DATA EXCERPTS START
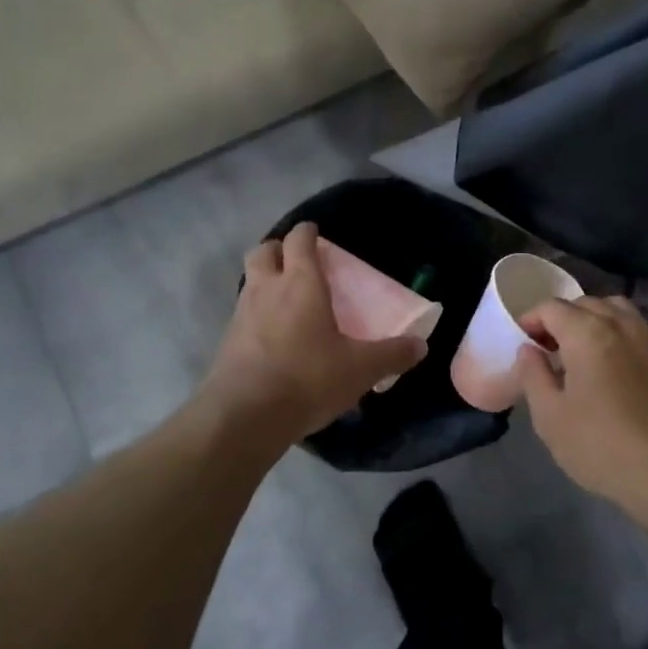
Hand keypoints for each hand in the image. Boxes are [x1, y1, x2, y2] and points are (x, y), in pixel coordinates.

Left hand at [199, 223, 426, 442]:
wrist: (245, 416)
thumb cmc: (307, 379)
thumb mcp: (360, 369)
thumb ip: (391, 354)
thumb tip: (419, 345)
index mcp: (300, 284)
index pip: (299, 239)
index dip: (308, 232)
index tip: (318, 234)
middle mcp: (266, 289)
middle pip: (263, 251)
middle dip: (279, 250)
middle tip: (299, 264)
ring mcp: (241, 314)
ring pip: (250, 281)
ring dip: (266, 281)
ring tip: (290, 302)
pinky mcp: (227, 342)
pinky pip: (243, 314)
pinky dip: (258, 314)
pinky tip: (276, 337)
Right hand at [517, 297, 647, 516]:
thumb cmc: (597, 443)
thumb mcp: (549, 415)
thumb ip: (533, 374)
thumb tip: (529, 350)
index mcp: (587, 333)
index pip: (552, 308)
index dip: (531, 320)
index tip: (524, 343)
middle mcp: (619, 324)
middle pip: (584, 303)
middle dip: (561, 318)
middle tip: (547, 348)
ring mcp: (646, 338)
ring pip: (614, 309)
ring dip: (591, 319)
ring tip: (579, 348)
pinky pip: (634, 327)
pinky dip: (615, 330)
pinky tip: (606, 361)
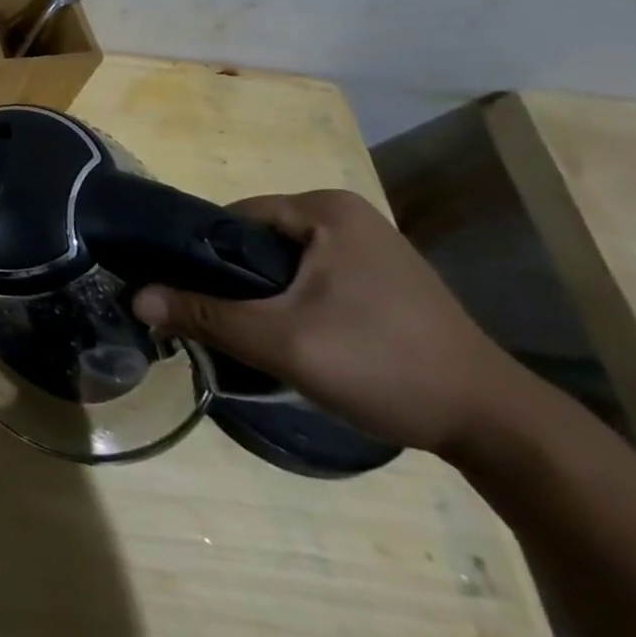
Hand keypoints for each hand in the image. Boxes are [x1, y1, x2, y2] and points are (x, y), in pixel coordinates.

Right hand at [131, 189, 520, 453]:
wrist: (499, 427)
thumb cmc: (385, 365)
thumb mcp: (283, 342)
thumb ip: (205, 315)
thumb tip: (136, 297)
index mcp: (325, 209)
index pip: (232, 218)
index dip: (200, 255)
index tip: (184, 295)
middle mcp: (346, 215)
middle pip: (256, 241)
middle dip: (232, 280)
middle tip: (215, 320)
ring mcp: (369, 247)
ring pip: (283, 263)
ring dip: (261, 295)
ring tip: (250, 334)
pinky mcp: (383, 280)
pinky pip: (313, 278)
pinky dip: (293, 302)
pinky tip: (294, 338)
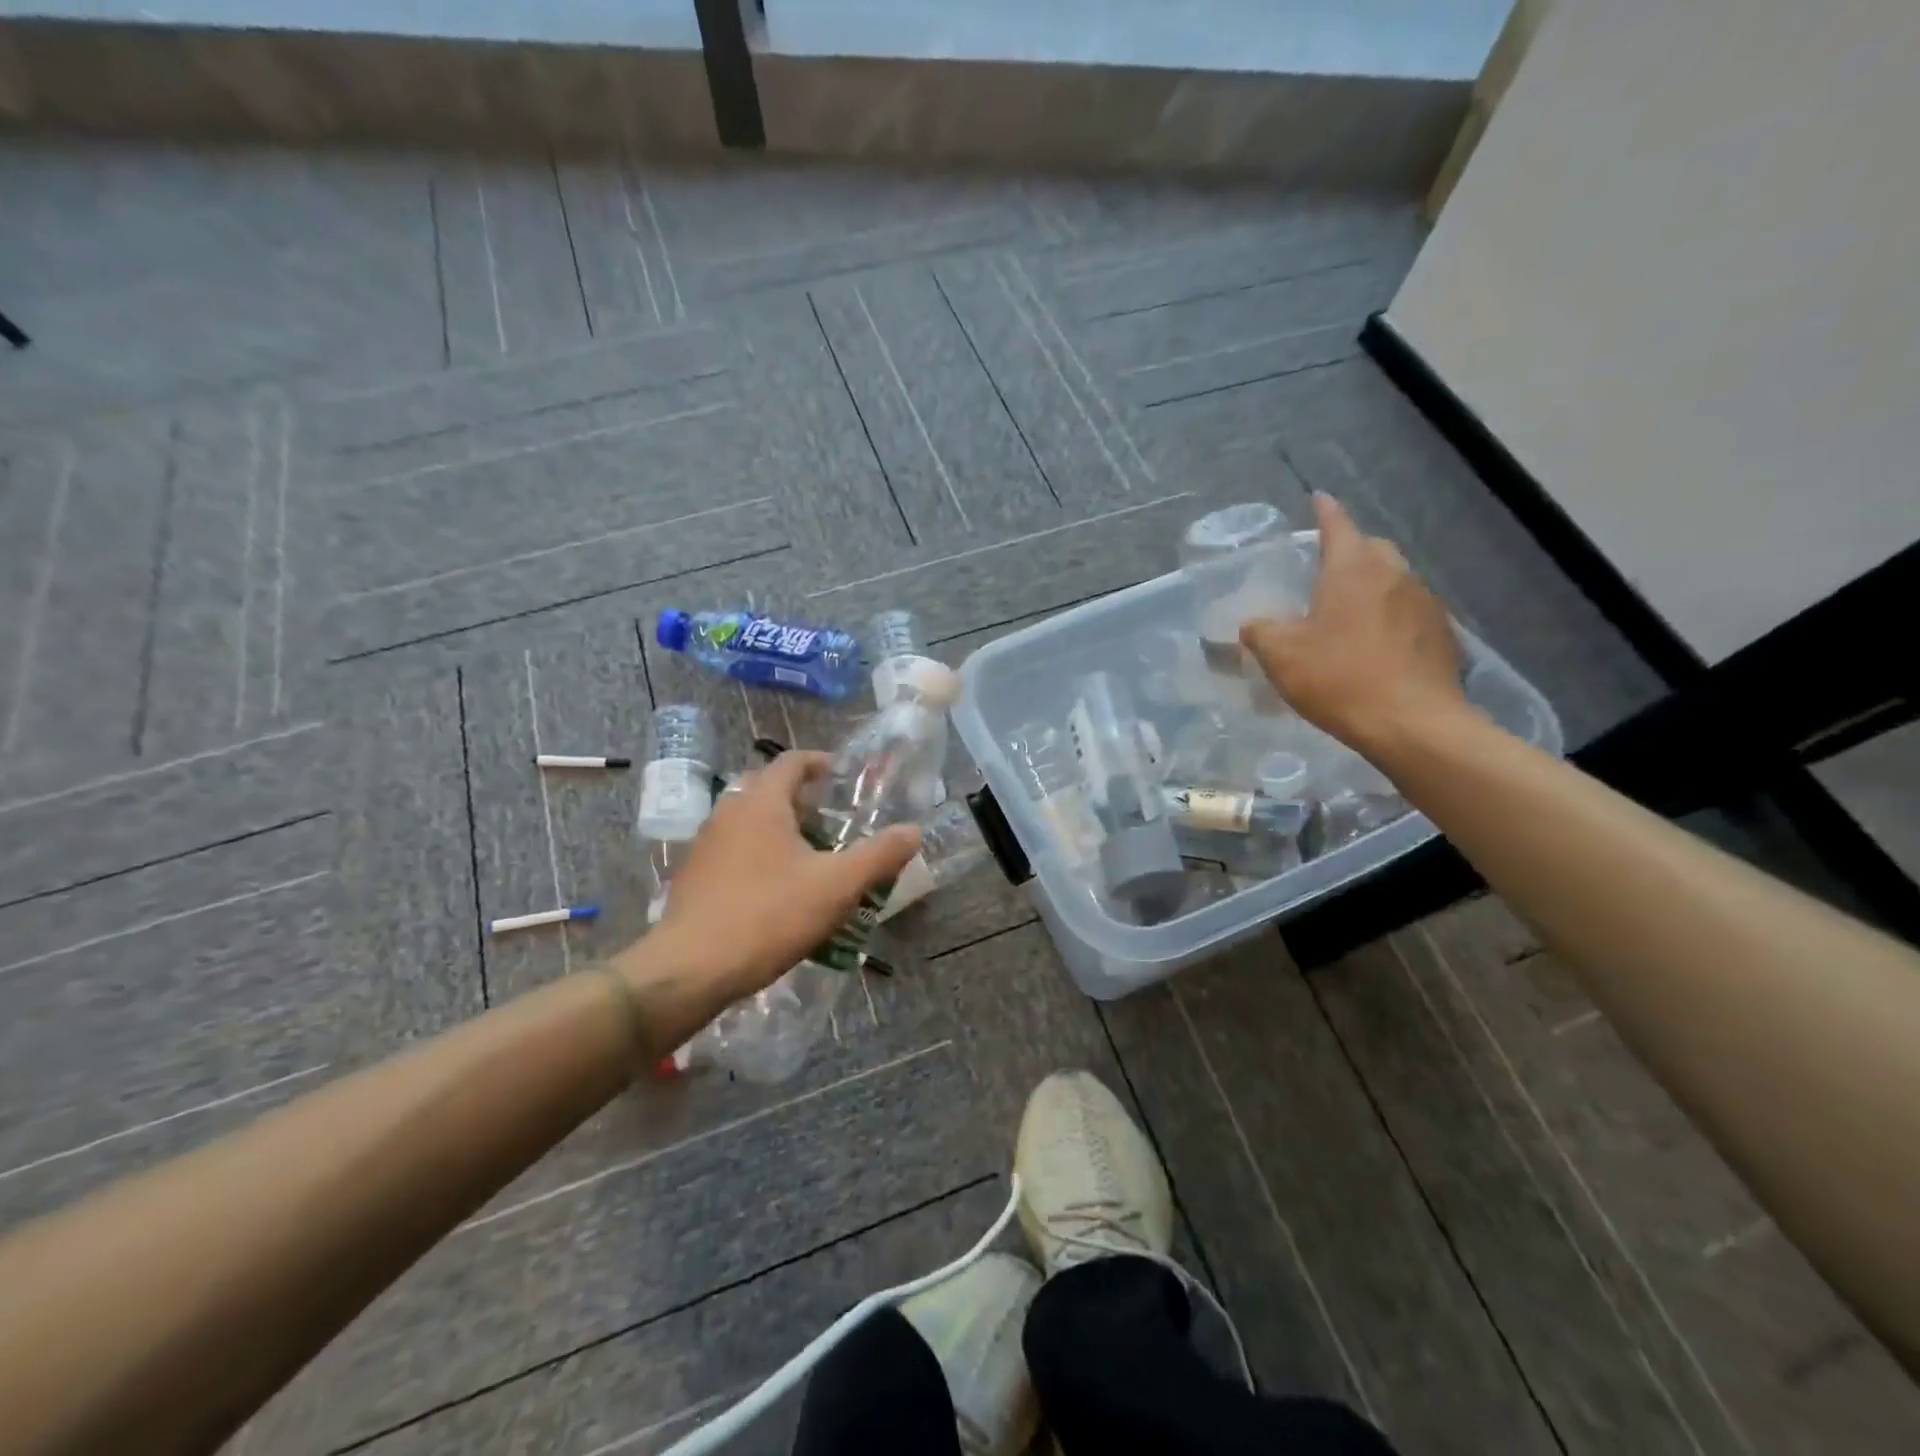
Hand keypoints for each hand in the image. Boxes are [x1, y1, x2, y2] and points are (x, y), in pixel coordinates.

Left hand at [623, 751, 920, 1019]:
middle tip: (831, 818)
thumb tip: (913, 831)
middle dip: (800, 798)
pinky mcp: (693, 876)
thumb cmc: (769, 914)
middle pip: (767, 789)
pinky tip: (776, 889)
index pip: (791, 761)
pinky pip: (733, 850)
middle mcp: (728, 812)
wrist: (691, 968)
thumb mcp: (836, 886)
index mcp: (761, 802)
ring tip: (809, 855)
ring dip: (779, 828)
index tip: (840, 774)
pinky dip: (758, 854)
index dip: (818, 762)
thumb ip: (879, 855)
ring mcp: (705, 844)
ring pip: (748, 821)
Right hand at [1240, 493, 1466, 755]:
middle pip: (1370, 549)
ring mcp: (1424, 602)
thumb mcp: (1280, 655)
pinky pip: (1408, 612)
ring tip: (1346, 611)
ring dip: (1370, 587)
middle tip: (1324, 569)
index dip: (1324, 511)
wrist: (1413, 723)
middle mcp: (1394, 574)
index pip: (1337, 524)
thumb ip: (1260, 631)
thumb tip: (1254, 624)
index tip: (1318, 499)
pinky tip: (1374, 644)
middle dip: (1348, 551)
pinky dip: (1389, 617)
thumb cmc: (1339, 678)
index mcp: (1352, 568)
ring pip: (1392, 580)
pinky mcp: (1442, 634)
DATA EXCERPTS END
--- ABOUT THIS TASK ---
Leave the images aside and return the records above exactly as written.

--- ANSWER SPACE ---
Hand keypoints for each hand in the image. Boxes are [x1, y1, x2, y2] and points are (x, y), in pixel coordinates.

Left hand at [199, 223, 426, 442]:
wrist: (245, 416)
thumb cmc: (307, 379)
thumb mcp: (360, 369)
thumb ip: (391, 354)
thumb tip: (419, 345)
index mcp: (300, 284)
index pip: (299, 239)
index dip: (308, 232)
index tip: (318, 234)
middle mcp: (266, 289)
middle pip: (263, 251)
middle dip: (279, 250)
middle tip: (299, 264)
ring mcp: (241, 314)
ring pip: (250, 281)
ring dip: (266, 281)
ring tip: (290, 302)
pinky mcp: (227, 342)
pinky pip: (243, 314)
pinky dip: (258, 314)
pinky tip: (276, 337)
Right hand at [517, 297, 647, 516]:
thumb cmc: (597, 443)
thumb mcp: (549, 415)
thumb ip: (533, 374)
thumb tip: (529, 350)
index mcp: (587, 333)
index pip: (552, 308)
index dip: (531, 320)
index tip: (524, 343)
middle mcp: (619, 324)
middle pip: (584, 303)
middle dip: (561, 318)
middle tip: (547, 348)
ring mcp: (646, 338)
ring pip: (614, 309)
ring dip: (591, 319)
ring tip: (579, 348)
pinky pip: (634, 327)
pinky dip: (615, 330)
pinky tip: (606, 361)
Hand keypoints for each hand in the image. Boxes are [x1, y1, x2, y2] and points are (x, y), in pixel coordinates.

Right hand at [131, 189, 520, 453]:
wrist: (499, 427)
thumb cmc: (385, 365)
thumb mcp: (283, 342)
thumb ip: (205, 315)
thumb tip: (136, 297)
index mcp: (325, 209)
index pip: (232, 218)
index dip: (200, 255)
index tip: (184, 295)
middle mcp: (346, 215)
middle pip: (256, 241)
middle dip: (232, 280)
middle tip: (215, 320)
ring mcp: (369, 247)
ring pip: (283, 263)
ring dip: (261, 295)
ring tip: (250, 334)
pinky mcp: (383, 280)
pinky pip: (313, 278)
pinky dip: (293, 302)
pinky tip: (294, 338)
Hand keypoints for each hand in the image. Boxes are [x1, y1, x2, y2] and points are (x, y), in pixel coordinates.

Left hand at [623, 751, 920, 1019]:
middle tip: (831, 818)
thumb tip: (913, 831)
middle dip: (800, 798)
pinky mcp: (693, 876)
thumb cmc: (769, 914)
middle pip: (767, 789)
pinky tip: (776, 889)
index pip: (791, 761)
pinky pip: (733, 850)
middle mcp: (728, 812)
wrist: (691, 968)
thumb mcp: (836, 886)
index mcp: (761, 802)
ring tip: (809, 855)
ring dip: (779, 828)
index tip: (840, 774)
pinky dip: (758, 854)
index dip: (818, 762)
thumb ip: (879, 855)
ring mcp: (705, 844)
ring pip: (748, 821)
Right hand at [1240, 493, 1466, 755]:
middle pip: (1370, 549)
ring mcp: (1424, 602)
thumb mcp: (1280, 655)
pinky pip: (1408, 612)
ring tip: (1346, 611)
ring dip: (1370, 587)
middle tip: (1324, 569)
index dip: (1324, 511)
wrist: (1413, 723)
middle mcp: (1394, 574)
index pip: (1337, 524)
thumb ip: (1260, 631)
thumb tip: (1254, 624)
index tip: (1318, 499)
pinky tip: (1374, 644)
middle dip: (1348, 551)
pinky dip: (1389, 617)
thumb cmc: (1339, 678)
index mcp: (1352, 568)
ring pip: (1392, 580)
pinky mcp: (1442, 634)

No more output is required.